Patrimônio Imaterial
Coleta do lixo - A Dra. Éster Gutierrez levanta alguns aspectos sobre o antigo sistema de lixo da cidade.
Chafariz da Matriz (1873) - Este chafariz vindo de Paris encontra-se desaparecido. Muitas especulações giram em torno do paradeiro da fonte.
Casas de banho, lavatórios públicos - No contrato com a Companhia Hydráulica Pelotense havia uma cláusula que permitia que esta instalasse em Pelotas casas de banho e lavadouros Públicos.
Aguadeiros - A existência de particulares que realizavam o serviço de venda de água em barris para as casas mais abastadas é importante história de nossa cidade.
Saturnino de Brito - A presença deste importante sanitarista na cidade e seu trabalho em diversos projetos de saneamento precisam ser registrados.
Cacimbas, poços e cisternas - O antigo sistema de abastecimento da cidade se compunha de cacimbas, poços e cisternas. Esta história precisa ser recuperada. A presença do negro escravo como principal agente deste sistema de abastecimento deve ser registrada.
Diante de tal riqueza patrimonial o SANEP projeta a criação do Museu e Espaço Cultural do Saneamento de Pelotas que será responsável pela salvaguarda e todas as ações relacionadas ao Patrimônio Cultural da Autarquia.
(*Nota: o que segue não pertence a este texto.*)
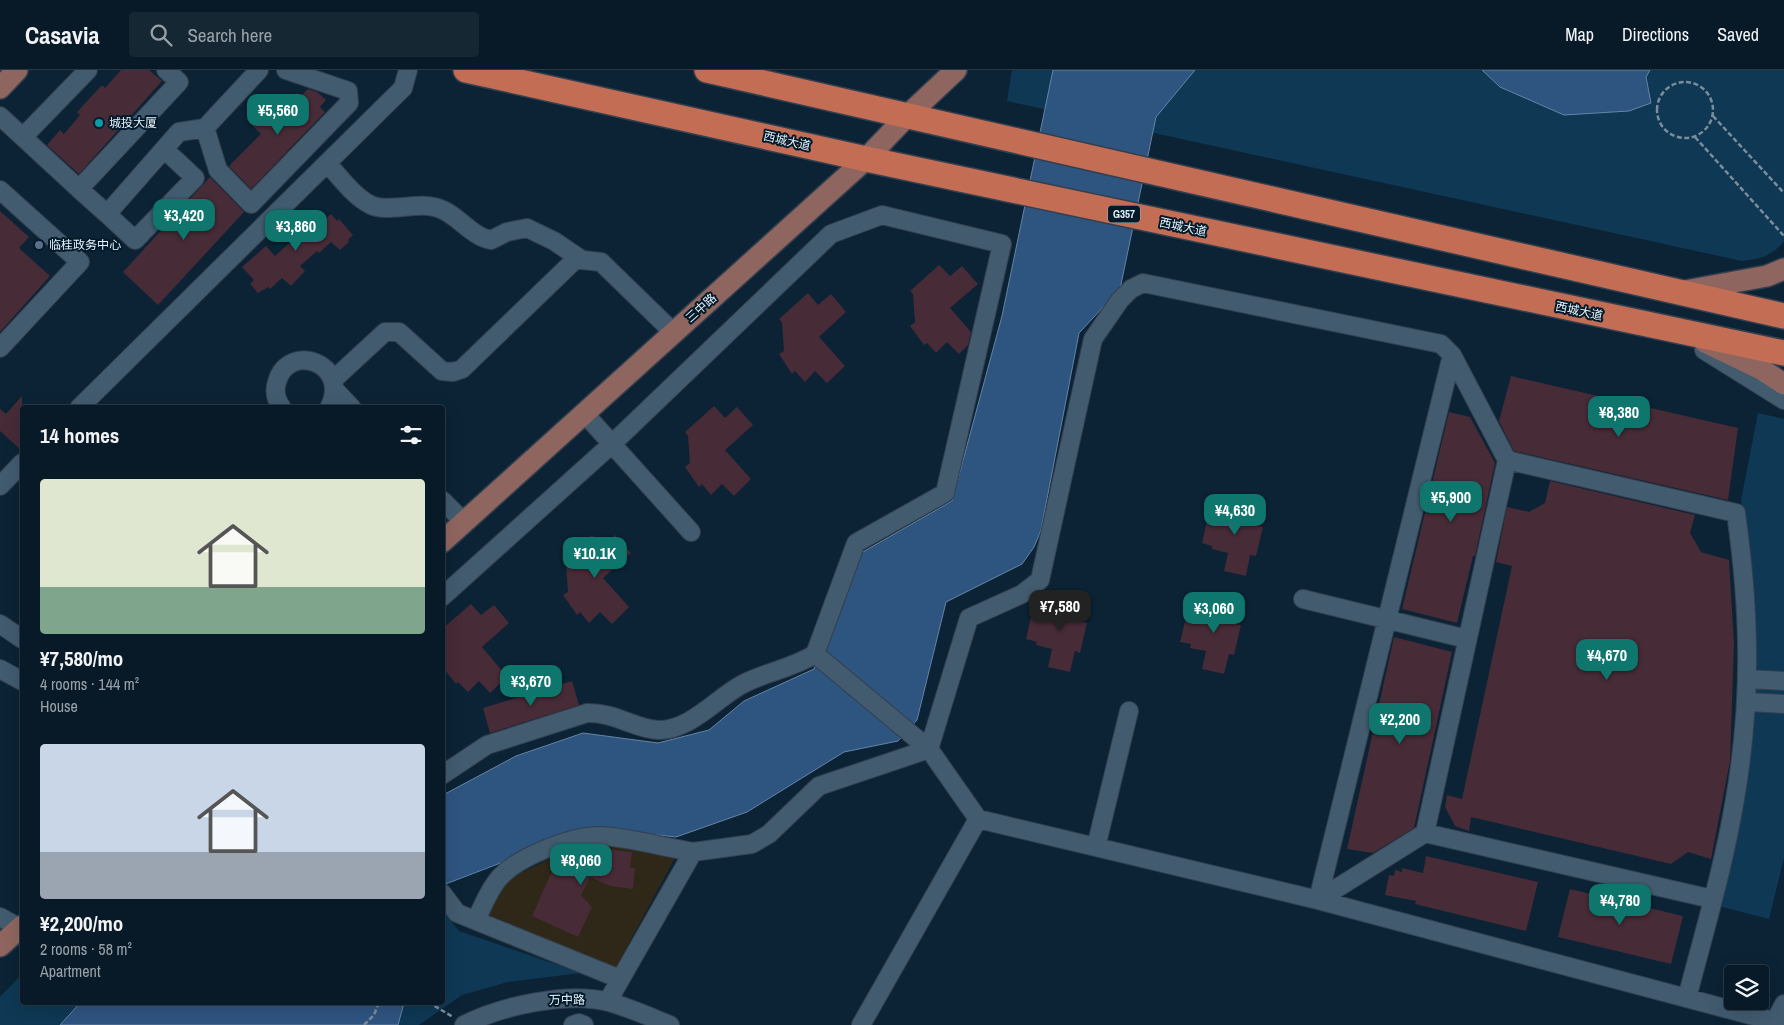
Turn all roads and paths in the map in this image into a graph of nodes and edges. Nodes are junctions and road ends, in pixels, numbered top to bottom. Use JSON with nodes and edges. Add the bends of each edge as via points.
{"nodes":[{"id":1,"x":17,"y":70,"type":"edge"},
{"id":2,"x":88,"y":70,"type":"edge"},
{"id":3,"x":166,"y":70,"type":"edge"},
{"id":4,"x":259,"y":70,"type":"edge"},
{"id":5,"x":286,"y":70,"type":"edge"},
{"id":6,"x":408,"y":70,"type":"edge"},
{"id":7,"x":466,"y":70,"type":"edge"},
{"id":8,"x":706,"y":70,"type":"edge"},
{"id":9,"x":956,"y":70,"type":"edge"},
{"id":10,"x":0,"y":88,"type":"edge"},
{"id":11,"x":0,"y":116,"type":"edge"},
{"id":12,"x":1713,"y":116,"type":"junction"},
{"id":13,"x":906,"y":117,"type":"junction"},
{"id":14,"x":205,"y":128,"type":"junction"},
{"id":15,"x":23,"y":137,"type":"junction"},
{"id":16,"x":1695,"y":137,"type":"junction"},
{"id":17,"x":164,"y":149,"type":"junction"},
{"id":18,"x":866,"y":159,"type":"junction"},
{"id":19,"x":327,"y":163,"type":"junction"},
{"id":20,"x":79,"y":189,"type":"junction"},
{"id":21,"x":0,"y":190,"type":"edge"},
{"id":22,"x":1784,"y":193,"type":"edge"},
{"id":23,"x":107,"y":214,"type":"junction"},
{"id":24,"x":1784,"y":236,"type":"edge"},
{"id":25,"x":578,"y":257,"type":"junction"},
{"id":26,"x":1784,"y":268,"type":"edge"},
{"id":27,"x":1678,"y":292,"type":"junction"},
{"id":28,"x":1784,"y":316,"type":"edge"},
{"id":29,"x":1684,"y":332,"type":"junction"},
{"id":30,"x":674,"y":333,"type":"junction"},
{"id":31,"x":0,"y":348,"type":"edge"},
{"id":32,"x":1446,"y":350,"type":"junction"},
{"id":33,"x":1784,"y":353,"type":"edge"},
{"id":34,"x":1784,"y":384,"type":"edge"},
{"id":35,"x":334,"y":385,"type":"junction"},
{"id":36,"x":1784,"y":400,"type":"edge"},
{"id":37,"x":82,"y":405,"type":"edge"},
{"id":38,"x":281,"y":405,"type":"edge"},
{"id":39,"x":330,"y":405,"type":"edge"},
{"id":40,"x":350,"y":405,"type":"edge"},
{"id":41,"x":585,"y":414,"type":"junction"},
{"id":42,"x":613,"y":443,"type":"junction"},
{"id":43,"x":1507,"y":460,"type":"junction"},
{"id":44,"x":20,"y":466,"type":"edge"},
{"id":45,"x":0,"y":486,"type":"edge"},
{"id":46,"x":445,"y":503,"type":"edge"},
{"id":47,"x":464,"y":522,"type":"junction"},
{"id":48,"x":691,"y":532,"type":"dead end"},
{"id":49,"x":445,"y":539,"type":"edge"},
{"id":50,"x":445,"y":594,"type":"edge"},
{"id":51,"x":1303,"y":599,"type":"dead end"},
{"id":52,"x":1387,"y":618,"type":"junction"},
{"id":53,"x":0,"y":624,"type":"edge"},
{"id":54,"x":20,"y":638,"type":"edge"},
{"id":55,"x":1467,"y":639,"type":"junction"},
{"id":56,"x":815,"y":654,"type":"junction"},
{"id":57,"x":0,"y":669,"type":"edge"},
{"id":58,"x":20,"y":679,"type":"edge"},
{"id":59,"x":1748,"y":679,"type":"junction"},
{"id":60,"x":1784,"y":682,"type":"edge"},
{"id":61,"x":1746,"y":702,"type":"junction"},
{"id":62,"x":1784,"y":704,"type":"edge"},
{"id":63,"x":1129,"y":711,"type":"dead end"},
{"id":64,"x":929,"y":749,"type":"junction"},
{"id":65,"x":445,"y":773,"type":"edge"},
{"id":66,"x":978,"y":819,"type":"junction"},
{"id":67,"x":1425,"y":833,"type":"junction"},
{"id":68,"x":1096,"y":847,"type":"junction"},
{"id":69,"x":693,"y":852,"type":"junction"},
{"id":70,"x":445,"y":896,"type":"edge"},
{"id":71,"x":1712,"y":899,"type":"junction"},
{"id":72,"x":1318,"y":900,"type":"junction"},
{"id":73,"x":0,"y":918,"type":"edge"},
{"id":74,"x":476,"y":920,"type":"junction"},
{"id":75,"x":20,"y":927,"type":"edge"},
{"id":76,"x":20,"y":928,"type":"edge"},
{"id":77,"x":0,"y":946,"type":"edge"},
{"id":78,"x":620,"y":979,"type":"junction"},
{"id":79,"x":1688,"y":998,"type":"junction"},
{"id":80,"x":608,"y":1002,"type":"junction"},
{"id":81,"x":1784,"y":1004,"type":"edge"},
{"id":82,"x":378,"y":1005,"type":"edge"},
{"id":83,"x":433,"y":1005,"type":"edge"},
{"id":84,"x":1780,"y":1022,"type":"edge"},
{"id":85,"x":364,"y":1025,"type":"edge"},
{"id":86,"x":464,"y":1025,"type":"edge"},
{"id":87,"x":573,"y":1025,"type":"edge"},
{"id":88,"x":584,"y":1025,"type":"edge"},
{"id":89,"x":670,"y":1025,"type":"edge"},
{"id":90,"x":861,"y":1025,"type":"edge"}],
"edges":[{"from":1,"to":10,"type":"main road"},
{"from":2,"to":15,"type":"street"},
{"from":3,"to":20,"type":"street","via":[[178,82]]},
{"from":4,"to":14,"type":"street"},
{"from":5,"to":14,"type":"street","via":[[348,91],[350,103],[251,204],[218,170]]},
{"from":6,"to":19,"type":"street","via":[[403,88]]},
{"from":7,"to":18,"type":"highway","name":"西城大道","number":"G357"},
{"from":8,"to":13,"type":"highway"},
{"from":9,"to":13,"type":"main road","name":"三中路"},
{"from":11,"to":15,"type":"street"},
{"from":12,"to":16,"type":"path","via":[[1709,125]]},
{"from":12,"to":16,"type":"path","via":[[1711,97],[1698,84],[1680,82],[1663,91],[1656,108],[1661,126],[1676,138]]},
{"from":12,"to":22,"type":"path"},
{"from":13,"to":18,"type":"main road","name":"三中路"},
{"from":13,"to":27,"type":"highway"},
{"from":14,"to":17,"type":"street","via":[[179,132]]},
{"from":15,"to":20,"type":"street"},
{"from":16,"to":24,"type":"path"},
{"from":17,"to":23,"type":"street"},
{"from":17,"to":23,"type":"street","via":[[195,178],[135,240]]},
{"from":18,"to":29,"type":"highway","name":"西城大道","number":"G357"},
{"from":18,"to":30,"type":"main road","name":"三中路"},
{"from":19,"to":25,"type":"street","via":[[371,205],[381,208],[414,205],[443,210],[491,240],[527,228],[554,240]]},
{"from":19,"to":37,"type":"street"},
{"from":20,"to":23,"type":"street"},
{"from":21,"to":31,"type":"street","via":[[80,262]]},
{"from":25,"to":30,"type":"street","via":[[607,266]]},
{"from":25,"to":35,"type":"street","via":[[462,369],[442,371],[399,332],[390,331],[385,332]]},
{"from":26,"to":27,"type":"main road","via":[[1767,276]]},
{"from":27,"to":28,"type":"highway"},
{"from":29,"to":33,"type":"highway","name":"西城大道","number":"G357"},
{"from":29,"to":34,"type":"main road","via":[[1761,369]]},
{"from":29,"to":36,"type":"street","via":[[1708,353]]},
{"from":30,"to":41,"type":"main road","name":"三中路"},
{"from":32,"to":43,"type":"street"},
{"from":32,"to":52,"type":"street"},
{"from":32,"to":64,"type":"street","via":[[1143,283],[1131,289],[1093,339],[1040,580],[1022,594],[969,618]]},
{"from":35,"to":38,"type":"street","via":[[322,365],[304,360],[295,362],[283,370],[276,384]]},
{"from":35,"to":39,"type":"street"},
{"from":35,"to":40,"type":"street"},
{"from":41,"to":42,"type":"street"},
{"from":41,"to":47,"type":"main road","name":"三中路"},
{"from":42,"to":48,"type":"street"},
{"from":42,"to":50,"type":"street"},
{"from":42,"to":56,"type":"street","via":[[831,234],[882,215],[1002,244],[945,492],[856,543]]},
{"from":43,"to":55,"type":"street"},
{"from":43,"to":59,"type":"street","via":[[1736,512],[1747,604]]},
{"from":44,"to":45,"type":"street"},
{"from":46,"to":47,"type":"street"},
{"from":47,"to":49,"type":"main road","name":"三中路"},
{"from":51,"to":52,"type":"street"},
{"from":52,"to":55,"type":"street"},
{"from":52,"to":72,"type":"street"},
{"from":53,"to":54,"type":"street"},
{"from":55,"to":67,"type":"street"},
{"from":56,"to":64,"type":"street"},
{"from":56,"to":65,"type":"street","via":[[800,664],[742,685],[690,722],[658,730],[600,713],[587,713],[487,746]]},
{"from":57,"to":58,"type":"street"},
{"from":59,"to":60,"type":"street"},
{"from":59,"to":61,"type":"street"},
{"from":61,"to":62,"type":"street"},
{"from":61,"to":71,"type":"street","via":[[1735,801]]},
{"from":63,"to":68,"type":"street"},
{"from":64,"to":66,"type":"street"},
{"from":64,"to":69,"type":"street","via":[[819,786],[769,834],[752,844]]},
{"from":66,"to":68,"type":"street"},
{"from":66,"to":90,"type":"street"},
{"from":67,"to":71,"type":"street"},
{"from":67,"to":72,"type":"street"},
{"from":68,"to":72,"type":"street"},
{"from":69,"to":74,"type":"street","via":[[600,836],[558,846],[532,855],[501,876]]},
{"from":69,"to":78,"type":"street"},
{"from":70,"to":74,"type":"street","via":[[457,913]]},
{"from":71,"to":79,"type":"street"},
{"from":72,"to":79,"type":"street"},
{"from":73,"to":75,"type":"street"},
{"from":74,"to":78,"type":"street"},
{"from":76,"to":77,"type":"main road"},
{"from":78,"to":80,"type":"street"},
{"from":79,"to":84,"type":"street"},
{"from":80,"to":86,"type":"street","name":"万中路","via":[[561,1000],[520,1004]]},
{"from":80,"to":89,"type":"street","name":"万中路"},
{"from":81,"to":84,"type":"street"},
{"from":82,"to":85,"type":"path","via":[[374,1015]]},
{"from":83,"to":86,"type":"path"},
{"from":87,"to":88,"type":"street"}]}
Nossa cidade tem tentado se estabelecer no cenário nacional como detentora de potencial turístico e cultural. Cabe as diferentes instâncias do poder público colaborar com esta política de turismo na região e esta Autarquia tenciona fazer a sua parte com a criação deste espaço cultural. Para atrair investimentos e turistas a cidade precisa estar conservada e em condições de promover rotas turísticas.
O Museu servirá para se dedicar exclusivamente ao Patrimônio da Autarquia, desincumbindo a mesma de maneira satisfatória de sua responsabilidade social.
O Museu e Espaço Cultural do Saneamento de Pelotas ao reunir elementos de importância histórica para o desenvolvimento do saneamento no município objetiva criar condições necessárias para difusão da história do saneamento, suas principais obras e profissionais, como forma de popularizar os princípios das ciências patrimoniais junto ao público, seja histórico ou ambiental.
A proposta é fazer não apenas exposições, mas um museu vivo, com espaço para aulas, pesquisas, cursos e projetos culturais.